- Province: Brisbane
- Diocese: Brisbane
- Installed: 3 December 1991
- Term ended: 14 November 2011
- Predecessor: Francis Rush
- Successor: Mark Coleridge

Orders
- Ordination: 30 June 1961 (priest)
- Consecration: 20 March 1986 (bishop)

Personal details
- Born: John Alexius Bathersby 26 July 1936 Stanthorpe, Queensland, Australia
- Died: 9 March 2020 (aged 83) Brisbane, Queensland, Australia
- Denomination: Roman Catholic Church
- Parents: John and Grace Bathersby (née Conquest)
- Occupation: Bishop
- Alma mater: Pius XII Seminary Pontifical Gregorian University Terasianum University

= John Bathersby =

Australian Roman Catholic bishop (1936–2020)

John Alexius Bathersby (26 July 1936 – 9 March 2020) was an Australian bishop of the Roman Catholic Church. He was the sixth archbishop of the Archdiocese of Brisbane, serving from 1991 until his retirement in 2011. Bathersby was conferred with the title Emeritus Archbishop of Brisbane.

==Early years==
Bathersby was born in Stanthorpe, Queensland. The son of John Thomas and Grace Maud (née Conquest), he had an older sister, Carmel, a younger brother, Michael, and two younger sisters, Suzanne and Anne. He received his primary schooling at St Joseph's School in Stanthorpe (1941–50) and his secondary schooling as a boarder at Nudgee College in Brisbane (1951–54). From school he entered the Pius XII Provincial Seminary, Banyo, where he began his training for the priesthood and, on completion of those studies (1955–61), he was ordained a priest in his home parish of Stanthorpe by Bishop William Brennan on 30 June 1961.

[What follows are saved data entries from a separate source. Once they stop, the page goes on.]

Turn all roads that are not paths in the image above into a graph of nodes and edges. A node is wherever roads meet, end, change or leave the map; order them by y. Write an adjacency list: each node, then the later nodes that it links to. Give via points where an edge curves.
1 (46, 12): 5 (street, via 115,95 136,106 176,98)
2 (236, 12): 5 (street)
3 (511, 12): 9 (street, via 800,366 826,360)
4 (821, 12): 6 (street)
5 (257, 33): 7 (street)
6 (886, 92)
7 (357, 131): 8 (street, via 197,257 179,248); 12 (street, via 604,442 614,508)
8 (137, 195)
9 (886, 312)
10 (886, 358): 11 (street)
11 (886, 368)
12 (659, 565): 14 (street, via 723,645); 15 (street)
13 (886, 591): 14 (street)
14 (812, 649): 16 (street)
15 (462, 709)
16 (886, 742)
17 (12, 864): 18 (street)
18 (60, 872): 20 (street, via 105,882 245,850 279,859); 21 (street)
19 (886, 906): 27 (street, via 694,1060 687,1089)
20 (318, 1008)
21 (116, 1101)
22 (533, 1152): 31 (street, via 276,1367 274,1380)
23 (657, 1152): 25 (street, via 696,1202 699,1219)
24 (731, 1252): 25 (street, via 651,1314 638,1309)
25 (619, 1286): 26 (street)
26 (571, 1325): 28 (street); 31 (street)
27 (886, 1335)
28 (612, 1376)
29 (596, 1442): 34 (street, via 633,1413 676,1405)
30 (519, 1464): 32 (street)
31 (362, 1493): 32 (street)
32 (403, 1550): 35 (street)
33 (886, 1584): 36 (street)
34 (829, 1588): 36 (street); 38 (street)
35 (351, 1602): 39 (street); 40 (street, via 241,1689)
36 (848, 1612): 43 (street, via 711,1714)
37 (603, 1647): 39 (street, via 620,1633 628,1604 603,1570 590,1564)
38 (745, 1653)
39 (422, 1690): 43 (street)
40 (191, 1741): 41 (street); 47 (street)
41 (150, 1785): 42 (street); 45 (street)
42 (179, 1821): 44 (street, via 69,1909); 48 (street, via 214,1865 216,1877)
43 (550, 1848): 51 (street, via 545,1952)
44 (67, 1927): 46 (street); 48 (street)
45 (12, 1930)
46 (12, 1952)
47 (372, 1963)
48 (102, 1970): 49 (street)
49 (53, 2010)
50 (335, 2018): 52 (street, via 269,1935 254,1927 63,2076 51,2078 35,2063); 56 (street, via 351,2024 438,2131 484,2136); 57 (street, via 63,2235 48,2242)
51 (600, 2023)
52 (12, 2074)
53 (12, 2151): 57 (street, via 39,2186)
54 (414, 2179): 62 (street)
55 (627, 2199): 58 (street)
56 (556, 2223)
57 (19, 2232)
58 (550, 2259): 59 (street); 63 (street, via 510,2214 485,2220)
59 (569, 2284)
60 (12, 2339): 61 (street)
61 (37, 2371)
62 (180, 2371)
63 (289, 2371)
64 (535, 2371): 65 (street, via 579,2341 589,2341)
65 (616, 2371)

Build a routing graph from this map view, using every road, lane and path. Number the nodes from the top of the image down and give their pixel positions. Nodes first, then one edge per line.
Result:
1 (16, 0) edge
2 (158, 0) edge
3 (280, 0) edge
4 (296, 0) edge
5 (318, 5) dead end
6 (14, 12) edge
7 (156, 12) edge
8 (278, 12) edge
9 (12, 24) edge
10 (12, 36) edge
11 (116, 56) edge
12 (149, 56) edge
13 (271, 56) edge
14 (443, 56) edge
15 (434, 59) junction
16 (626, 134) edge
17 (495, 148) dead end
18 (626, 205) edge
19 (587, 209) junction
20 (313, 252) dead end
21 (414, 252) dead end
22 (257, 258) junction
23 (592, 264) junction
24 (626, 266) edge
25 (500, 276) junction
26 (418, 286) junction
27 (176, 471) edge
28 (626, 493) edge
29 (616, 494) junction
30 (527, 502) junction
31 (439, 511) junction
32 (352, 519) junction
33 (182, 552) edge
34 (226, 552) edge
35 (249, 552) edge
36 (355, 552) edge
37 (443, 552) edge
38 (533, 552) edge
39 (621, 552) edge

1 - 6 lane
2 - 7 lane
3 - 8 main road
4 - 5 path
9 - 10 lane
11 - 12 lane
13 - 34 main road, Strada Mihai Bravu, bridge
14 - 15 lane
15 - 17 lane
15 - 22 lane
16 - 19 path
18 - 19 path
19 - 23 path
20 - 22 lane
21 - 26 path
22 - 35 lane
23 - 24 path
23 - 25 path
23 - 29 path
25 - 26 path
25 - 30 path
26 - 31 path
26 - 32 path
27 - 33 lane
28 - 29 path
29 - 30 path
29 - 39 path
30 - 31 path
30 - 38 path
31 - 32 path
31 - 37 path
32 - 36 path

His first seven years as a priest were spent as an assistant and administrator at Goondiwindi before being sent to Rome in 1969 for further studies where he completed a licentiate in theology at the Pontifical Gregorian University and a diploma in spirituality at the Pontifical Theological Faculty Teresianum. In 1972 he was appointed to the staff of Pius XII Seminary in Brisbane where he was a spiritual director for seven years before returning to Rome for a doctorate in theology and spirituality in 1979. He returned to the seminary before being appointed Bishop of Cairns in 1986.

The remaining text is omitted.